• Instructions to follow
Below are the entries; count how many lines contain the word "above" and reply with that number alone.

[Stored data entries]

--- START ---

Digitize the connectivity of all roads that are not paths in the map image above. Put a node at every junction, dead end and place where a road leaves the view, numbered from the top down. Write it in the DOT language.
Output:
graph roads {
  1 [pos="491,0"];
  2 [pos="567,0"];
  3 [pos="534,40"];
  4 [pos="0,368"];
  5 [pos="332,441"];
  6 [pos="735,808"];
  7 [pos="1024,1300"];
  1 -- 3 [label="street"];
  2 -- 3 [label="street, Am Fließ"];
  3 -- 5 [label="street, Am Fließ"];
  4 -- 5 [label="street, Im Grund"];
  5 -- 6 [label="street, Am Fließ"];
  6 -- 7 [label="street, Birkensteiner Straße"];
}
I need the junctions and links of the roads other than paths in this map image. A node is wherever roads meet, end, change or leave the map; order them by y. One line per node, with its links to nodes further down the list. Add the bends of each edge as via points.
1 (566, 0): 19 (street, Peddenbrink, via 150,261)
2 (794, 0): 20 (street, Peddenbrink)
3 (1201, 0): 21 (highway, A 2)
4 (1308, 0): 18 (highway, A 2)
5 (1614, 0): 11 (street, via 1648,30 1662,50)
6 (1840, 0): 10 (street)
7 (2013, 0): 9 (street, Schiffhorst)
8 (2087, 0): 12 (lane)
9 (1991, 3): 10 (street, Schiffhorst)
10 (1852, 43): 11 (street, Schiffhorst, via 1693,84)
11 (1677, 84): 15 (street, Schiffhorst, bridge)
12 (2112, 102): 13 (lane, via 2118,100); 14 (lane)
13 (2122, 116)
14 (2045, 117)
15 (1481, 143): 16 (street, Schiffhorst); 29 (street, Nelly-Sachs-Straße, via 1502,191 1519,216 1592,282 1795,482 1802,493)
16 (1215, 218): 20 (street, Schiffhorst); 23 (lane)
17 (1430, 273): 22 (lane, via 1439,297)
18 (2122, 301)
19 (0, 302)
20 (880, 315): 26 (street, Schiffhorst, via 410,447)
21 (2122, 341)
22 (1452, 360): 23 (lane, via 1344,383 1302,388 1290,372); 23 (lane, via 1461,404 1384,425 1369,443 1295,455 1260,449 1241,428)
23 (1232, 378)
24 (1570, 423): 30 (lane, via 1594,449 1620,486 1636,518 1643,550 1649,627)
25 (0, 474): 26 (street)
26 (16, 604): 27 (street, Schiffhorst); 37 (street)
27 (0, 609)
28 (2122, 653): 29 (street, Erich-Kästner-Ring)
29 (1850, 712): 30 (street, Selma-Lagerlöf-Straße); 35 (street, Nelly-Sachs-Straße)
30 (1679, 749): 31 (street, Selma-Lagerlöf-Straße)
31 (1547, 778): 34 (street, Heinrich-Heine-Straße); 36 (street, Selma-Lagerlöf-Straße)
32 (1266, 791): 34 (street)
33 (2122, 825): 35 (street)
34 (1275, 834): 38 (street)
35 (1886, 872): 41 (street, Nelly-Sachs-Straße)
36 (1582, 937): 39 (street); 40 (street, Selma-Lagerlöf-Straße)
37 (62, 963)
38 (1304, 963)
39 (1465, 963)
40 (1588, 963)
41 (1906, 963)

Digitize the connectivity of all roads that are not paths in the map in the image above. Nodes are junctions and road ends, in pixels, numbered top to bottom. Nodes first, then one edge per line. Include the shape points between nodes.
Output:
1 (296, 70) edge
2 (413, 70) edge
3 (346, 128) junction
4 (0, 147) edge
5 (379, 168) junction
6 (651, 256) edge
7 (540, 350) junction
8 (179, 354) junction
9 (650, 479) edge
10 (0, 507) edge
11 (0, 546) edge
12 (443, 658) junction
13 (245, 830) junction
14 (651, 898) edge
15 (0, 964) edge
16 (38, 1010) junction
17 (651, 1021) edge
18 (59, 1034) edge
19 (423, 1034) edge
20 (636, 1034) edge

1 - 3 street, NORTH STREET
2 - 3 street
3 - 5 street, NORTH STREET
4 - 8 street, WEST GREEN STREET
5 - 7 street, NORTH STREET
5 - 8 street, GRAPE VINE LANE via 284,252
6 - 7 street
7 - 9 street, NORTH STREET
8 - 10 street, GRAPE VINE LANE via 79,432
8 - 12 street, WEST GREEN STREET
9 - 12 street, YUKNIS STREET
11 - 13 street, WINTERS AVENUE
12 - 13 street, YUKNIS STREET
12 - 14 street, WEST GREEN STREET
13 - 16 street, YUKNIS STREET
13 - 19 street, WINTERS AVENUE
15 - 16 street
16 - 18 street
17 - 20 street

--- END ---

• Answer for this exercise
2